* Task instructions
Pictures stay out of the output. Return exactly the lines below from the one with "middle dip: (98, 106)" down to the one with "ring pip: (309, 198)", both included, and nothing more.

** Exercise material follows **

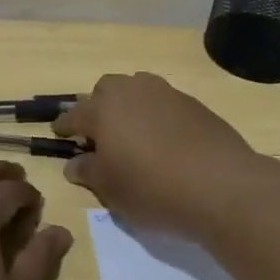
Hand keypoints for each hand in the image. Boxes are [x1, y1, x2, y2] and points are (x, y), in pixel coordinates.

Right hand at [52, 73, 263, 238]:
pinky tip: (163, 138)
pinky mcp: (192, 102)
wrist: (220, 184)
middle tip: (100, 134)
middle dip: (98, 106)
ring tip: (132, 133)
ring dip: (129, 105)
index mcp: (104, 110)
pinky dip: (156, 114)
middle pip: (106, 89)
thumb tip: (75, 162)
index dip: (65, 126)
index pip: (74, 115)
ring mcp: (165, 93)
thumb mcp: (112, 190)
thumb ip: (89, 171)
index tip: (59, 134)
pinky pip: (163, 101)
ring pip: (137, 88)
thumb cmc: (153, 189)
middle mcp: (132, 91)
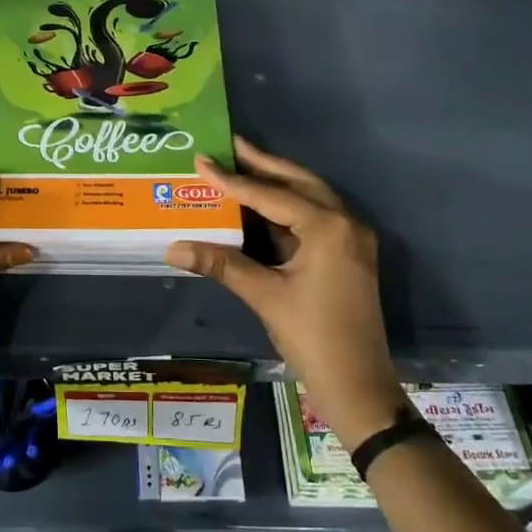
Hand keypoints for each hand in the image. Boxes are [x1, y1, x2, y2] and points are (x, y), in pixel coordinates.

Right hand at [165, 138, 405, 448]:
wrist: (360, 387)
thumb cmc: (313, 337)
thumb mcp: (265, 296)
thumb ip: (221, 265)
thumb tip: (172, 248)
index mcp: (328, 228)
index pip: (271, 195)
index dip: (233, 179)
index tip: (203, 160)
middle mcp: (346, 223)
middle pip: (298, 182)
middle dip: (263, 165)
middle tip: (230, 145)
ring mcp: (351, 239)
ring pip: (309, 198)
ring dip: (276, 183)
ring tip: (241, 166)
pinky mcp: (348, 255)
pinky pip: (314, 219)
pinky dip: (286, 209)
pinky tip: (260, 206)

** End of Exercise material **

* Solution
middle dip: (98, 106)
ring tip: (132, 133)
ring dip: (129, 105)
index mcp: (104, 110)
pinky dip: (156, 114)
middle pip: (106, 89)
thumb tip: (75, 162)
index dip: (65, 126)
index pip: (74, 115)
ring mcp: (165, 93)
thumb mcp: (112, 190)
thumb ip: (89, 171)
index tip: (59, 134)
pinky pip: (163, 101)
ring pip: (137, 88)
thumb cmc: (153, 189)
middle mcp: (132, 91)
Hand keypoints for each hand in the image. Boxes are [x1, y1, x2, y2] and points are (x, y), in pixel coordinates.

Right hand at [165, 138, 405, 448]:
wrist: (360, 387)
thumb cmc: (313, 337)
thumb mcp: (265, 296)
thumb ip: (221, 265)
thumb tip: (172, 248)
index mcp: (328, 228)
index pip: (271, 195)
index dip: (233, 179)
index tip: (203, 160)
middle mcp: (346, 223)
middle pip: (298, 182)
middle dip: (263, 165)
middle tip: (230, 145)
ring mcp: (351, 239)
ring pip: (309, 198)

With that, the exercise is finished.